Description: The set in the supremum of the operator norm definition df-nmoo is a set of reals. (Contributed by NM, 13-Nov-2007) (New usage is discouraged.)

		Ref	Expression
	Hypotheses	nmosetre.2	\|- Y = ( BaseSet ` W )
		nmosetre.4	\|- N = ( normCV ` W )
	Assertion	nmosetre	\|- ( ( W e. NrmCVec /\ T : X --> Y ) -> { x \| E. z e. X ( ( M ` z ) <_ 1 /\ x = ( N ` ( T ` z ) ) ) } C_ RR )

Proof

Step	Hyp	Ref	Expression
1		nmosetre.2	\|- Y = ( BaseSet ` W )
2		nmosetre.4	\|- N = ( normCV ` W )
3		ffvelrn	\|- ( ( T : X --> Y /\ z e. X ) -> ( T ` z ) e. Y )
4	1 2	nvcl	\|- ( ( W e. NrmCVec /\ ( T ` z ) e.
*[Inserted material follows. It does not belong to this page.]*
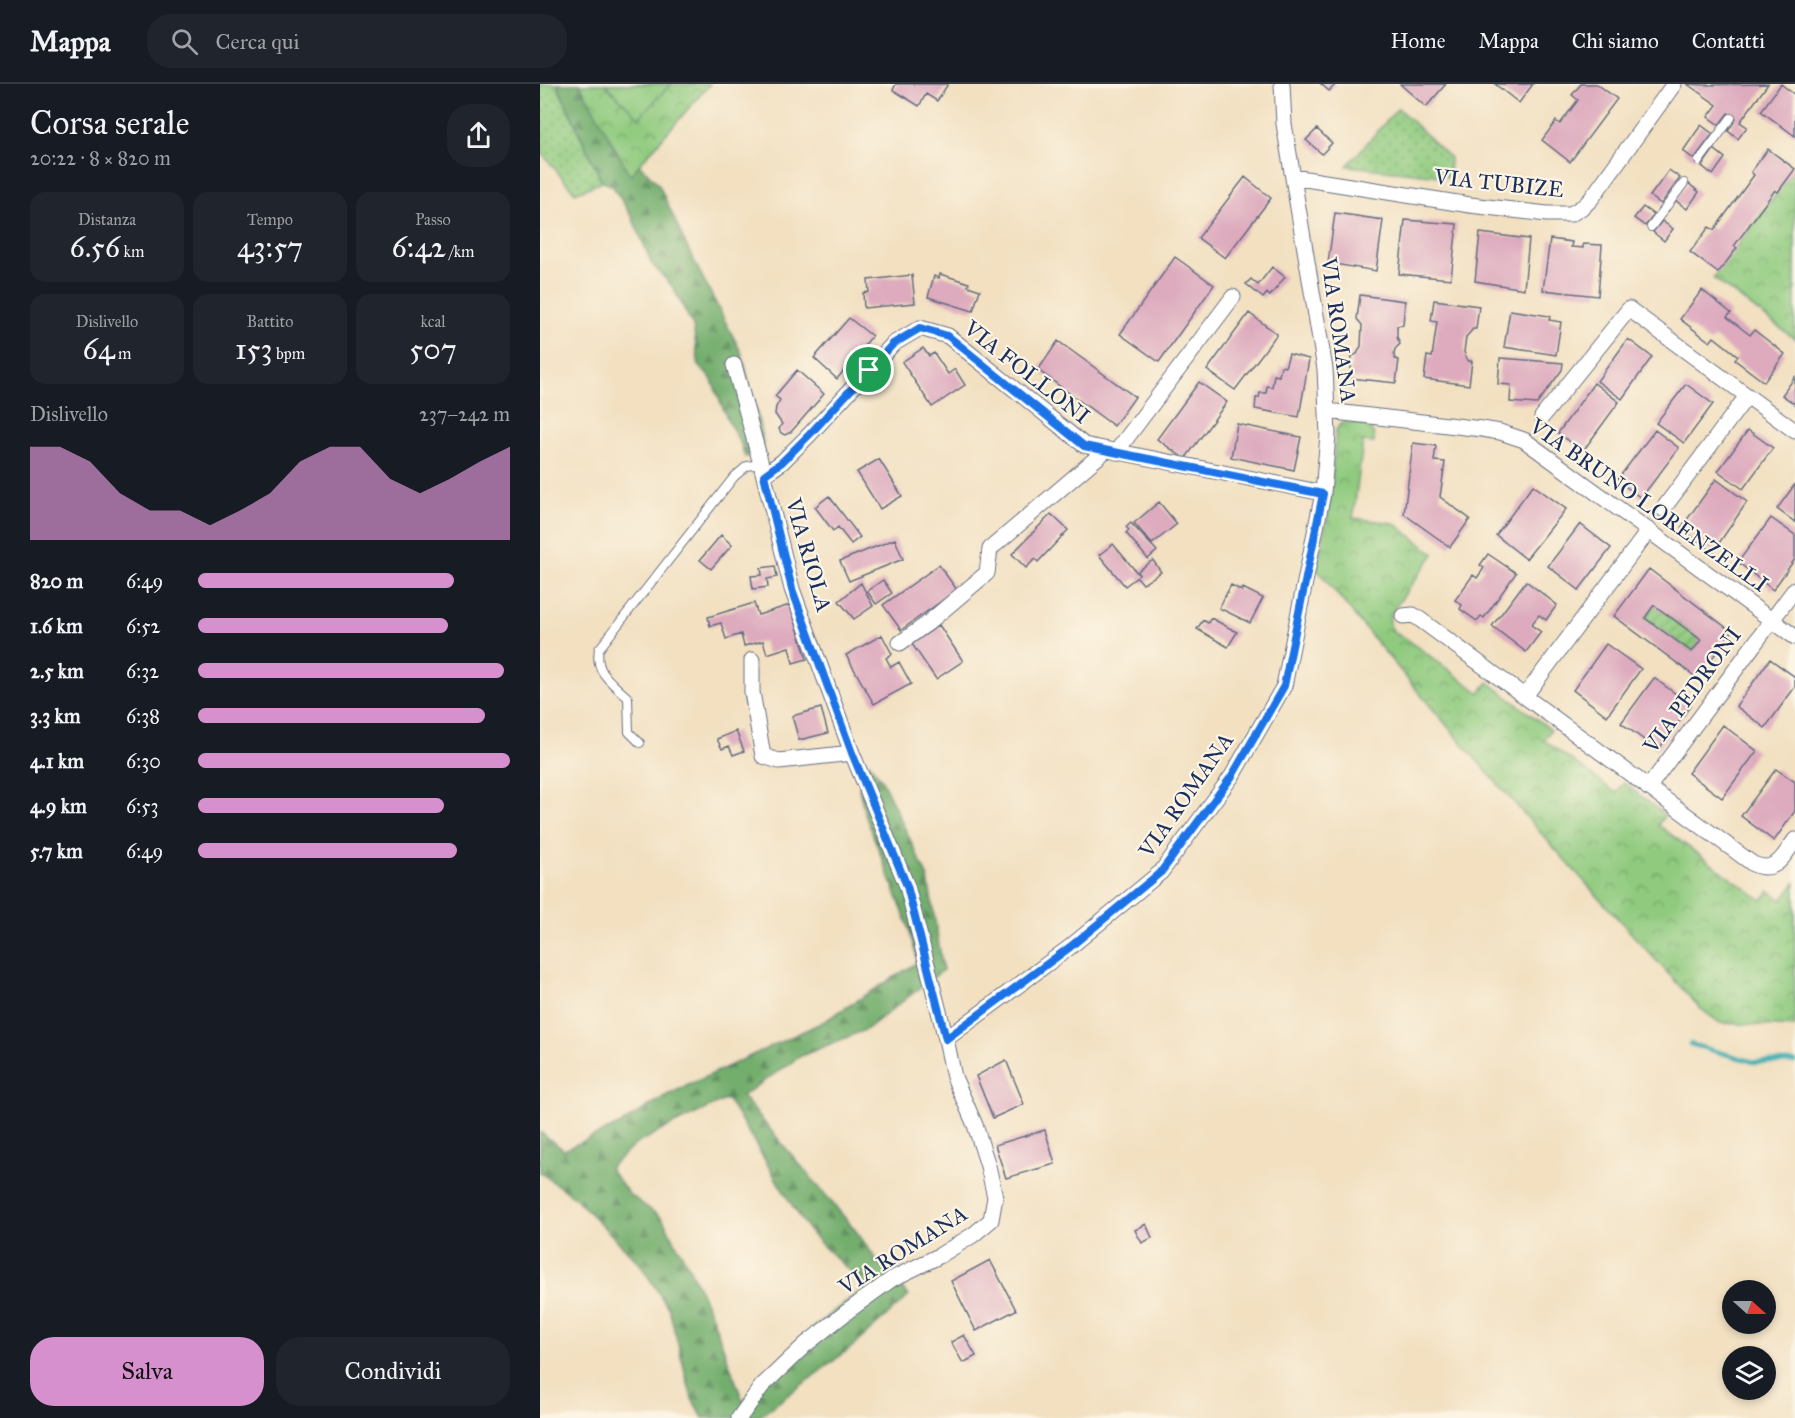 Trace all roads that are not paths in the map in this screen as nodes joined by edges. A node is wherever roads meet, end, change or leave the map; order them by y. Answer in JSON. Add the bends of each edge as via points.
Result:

Y ) -> ( N ` ( T ` z ) ) e. RR )
5	3 4	sylan2	\|- ( ( W e. NrmCVec /\ ( T : X --> Y /\ z e. X ) ) -> ( N ` ( T ` z ) ) e. RR )
6	5	anassrs	\|- ( ( ( W e. NrmCVec /\ T : X --> Y ) /\ z e. X ) -> ( N ` ( T ` z ) ) e. RR )
7		eleq1	\|- ( x = ( N ` ( T ` z ) ) -> ( x e. RR <-> ( N ` ( T ` z ) ) e. RR ) )
8	6 7	syl5ibr	\|- ( x = ( N ` ( T ` z ) ) -> ( ( ( W e. NrmCVec /\ T : X --> Y ) /\ z e. X ) -> x e. RR ) )
9	8	impcom	\|- ( ( ( ( W e. NrmCVec /\ T : X --> Y ) /\ z e. X ) /\ x = ( N ` ( T ` z ) ) ) -> x e. RR )
10	9	adantrl	\|- ( ( ( ( W e. NrmCVec /\ T : X --> Y ) /\ z e. X ) /\ ( ( M ` z ) <_ 1 /\ x = ( N ` ( T ` z ) ) ) ) -> x e. RR )
11	10	rexlimdva2	\|- ( ( W e. NrmCVec /\ T : X --> Y ) -> ( E. z e. X ( ( M ` z ) <_ 1 /\ x = ( N ` ( T ` z ) ) ) -> x e. RR ) )
12	11	abssdv	\|- ( ( W e. NrmCVec /\ T : X --> Y ) -> { x \| E. z e. X ( ( M ` z ) <_ 1 /\ x = ( N ` ( T ` z ) ) ) } C_ RR )